Required action: Please give the data below again in full, exactly as it stands.

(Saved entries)
++++++++++++++++++++

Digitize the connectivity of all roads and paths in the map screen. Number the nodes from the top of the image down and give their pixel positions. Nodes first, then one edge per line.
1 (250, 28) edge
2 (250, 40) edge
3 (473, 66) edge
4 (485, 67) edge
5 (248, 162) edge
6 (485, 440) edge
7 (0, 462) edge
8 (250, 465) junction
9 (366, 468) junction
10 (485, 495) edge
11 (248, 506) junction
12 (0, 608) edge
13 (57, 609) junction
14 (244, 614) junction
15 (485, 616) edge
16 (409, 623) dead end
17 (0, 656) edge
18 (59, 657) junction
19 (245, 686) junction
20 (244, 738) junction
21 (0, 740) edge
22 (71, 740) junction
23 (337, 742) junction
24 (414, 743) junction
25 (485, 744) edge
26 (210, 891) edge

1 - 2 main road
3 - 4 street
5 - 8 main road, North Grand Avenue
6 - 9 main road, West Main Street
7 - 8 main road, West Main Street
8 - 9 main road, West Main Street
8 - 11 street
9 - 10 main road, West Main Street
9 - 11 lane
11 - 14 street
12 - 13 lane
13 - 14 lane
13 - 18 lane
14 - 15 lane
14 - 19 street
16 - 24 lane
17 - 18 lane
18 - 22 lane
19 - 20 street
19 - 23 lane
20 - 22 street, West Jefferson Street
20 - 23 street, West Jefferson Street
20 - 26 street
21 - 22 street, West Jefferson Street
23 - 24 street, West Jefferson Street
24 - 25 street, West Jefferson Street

++++++++++++++++++++

Response to this task:
Digitize the connectivity of all roads and paths in the map screen. Number the nodes from the top of the image down and give their pixel positions. Nodes first, then one edge per line.
1 (250, 28) edge
2 (250, 40) edge
3 (473, 66) edge
4 (485, 67) edge
5 (248, 162) edge
6 (485, 440) edge
7 (0, 462) edge
8 (250, 465) junction
9 (366, 468) junction
10 (485, 495) edge
11 (248, 506) junction
12 (0, 608) edge
13 (57, 609) junction
14 (244, 614) junction
15 (485, 616) edge
16 (409, 623) dead end
17 (0, 656) edge
18 (59, 657) junction
19 (245, 686) junction
20 (244, 738) junction
21 (0, 740) edge
22 (71, 740) junction
23 (337, 742) junction
24 (414, 743) junction
25 (485, 744) edge
26 (210, 891) edge

1 - 2 main road
3 - 4 street
5 - 8 main road, North Grand Avenue
6 - 9 main road, West Main Street
7 - 8 main road, West Main Street
8 - 9 main road, West Main Street
8 - 11 street
9 - 10 main road, West Main Street
9 - 11 lane
11 - 14 street
12 - 13 lane
13 - 14 lane
13 - 18 lane
14 - 15 lane
14 - 19 street
16 - 24 lane
17 - 18 lane
18 - 22 lane
19 - 20 street
19 - 23 lane
20 - 22 street, West Jefferson Street
20 - 23 street, West Jefferson Street
20 - 26 street
21 - 22 street, West Jefferson Street
23 - 24 street, West Jefferson Street
24 - 25 street, West Jefferson Street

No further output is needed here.